Learning about open records, meetings

May 27, 2010

MOUNTAIN HOME, Idaho — It was a rainy spring evening in Mountain Home, but that didn’t stop a near-capacity crowd of about 50 from filling the Mountain Home Senior Center for a seminar on Idaho’s open meetings and public records laws, complete with Attorney General Lawrence Wasden himself, interactive skits involving lots of audience members, and refreshments afterward.

Elmore County Commissioner Connie Cruser welcomed the crowd, and Wasden, Deputy Attorney General Brian Kane and IDOG President Betsy Russell led the presentation, with plenty of help from audience members who got a chance to portray snoopy reporters, recalcitrant public officials, and others doing things the right way – and the wrong way – under the state’s key openness in government laws.

The session earned top marks from attendees in written evaluations.

“Great overview – where to find answers, who to call,” wrote one elected official who attended; she added, “I appreciated the hands-on, personal approach to this class.”

Bob Cooper of the Idaho Attorney General’s office handled set-up, while the senior center folks had the cookies and punch ready.

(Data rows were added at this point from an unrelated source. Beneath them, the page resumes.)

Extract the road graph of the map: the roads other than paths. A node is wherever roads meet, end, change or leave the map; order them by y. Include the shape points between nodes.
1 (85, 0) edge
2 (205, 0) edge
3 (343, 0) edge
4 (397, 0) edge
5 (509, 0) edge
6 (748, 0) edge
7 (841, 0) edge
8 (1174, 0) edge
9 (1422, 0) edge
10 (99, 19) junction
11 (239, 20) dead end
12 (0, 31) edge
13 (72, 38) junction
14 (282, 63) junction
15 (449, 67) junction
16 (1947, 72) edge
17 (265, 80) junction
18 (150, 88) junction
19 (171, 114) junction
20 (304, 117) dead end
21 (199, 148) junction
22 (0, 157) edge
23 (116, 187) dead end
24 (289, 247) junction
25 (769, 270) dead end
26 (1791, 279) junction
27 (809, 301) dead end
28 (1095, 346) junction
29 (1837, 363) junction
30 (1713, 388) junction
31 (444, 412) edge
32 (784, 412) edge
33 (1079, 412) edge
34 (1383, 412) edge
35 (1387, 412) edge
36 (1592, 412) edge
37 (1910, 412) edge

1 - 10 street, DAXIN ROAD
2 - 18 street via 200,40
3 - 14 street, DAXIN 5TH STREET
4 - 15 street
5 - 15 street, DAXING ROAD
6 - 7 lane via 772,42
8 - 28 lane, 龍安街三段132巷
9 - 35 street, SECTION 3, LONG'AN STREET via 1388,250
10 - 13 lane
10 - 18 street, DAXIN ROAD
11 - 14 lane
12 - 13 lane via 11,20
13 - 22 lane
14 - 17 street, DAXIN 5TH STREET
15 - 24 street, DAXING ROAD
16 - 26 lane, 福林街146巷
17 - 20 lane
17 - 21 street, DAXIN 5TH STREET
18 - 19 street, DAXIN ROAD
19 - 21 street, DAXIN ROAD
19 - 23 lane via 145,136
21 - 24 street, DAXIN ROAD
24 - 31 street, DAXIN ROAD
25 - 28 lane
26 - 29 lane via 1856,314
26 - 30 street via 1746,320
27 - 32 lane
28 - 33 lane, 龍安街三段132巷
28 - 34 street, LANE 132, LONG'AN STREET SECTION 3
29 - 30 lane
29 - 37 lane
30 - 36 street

A banner hung along the wall, stating the preface to Idaho’s Open Meeting Law: “FORMATION OF PUBLIC POLICY AT OPEN MEETINGS. The people of the state of Idaho in creating the instruments of government that serve them, do not yield their sovereignty to the agencies so created. Therefore, the Legislature finds and declares that it is the policy of this state that the formation of public policy is public business and shall not be conducted in secret.”

Every participant in Mountain Home said he or she learned something that could be put to use right away. That included a public official who said he’d “reinforce policy concerning open meeting requirements;” a board clerk listed “posting of notice and agenda;” a citizen wrote “how to interact with government agencies;” and a county employee wrote “correct place to post agendas.”

“I’m more clear about the open meeting laws,” wrote a city zoning administrator. A political candidate gained understanding of the open meeting law and would recommend the seminar to others.

An elected official wrote that his takeaway was this: “Watch what you do very carefully – follow the laws.”

The Mountain Home session was the 23rd such seminar held by IDOG and the Idaho Attorney General since 2004.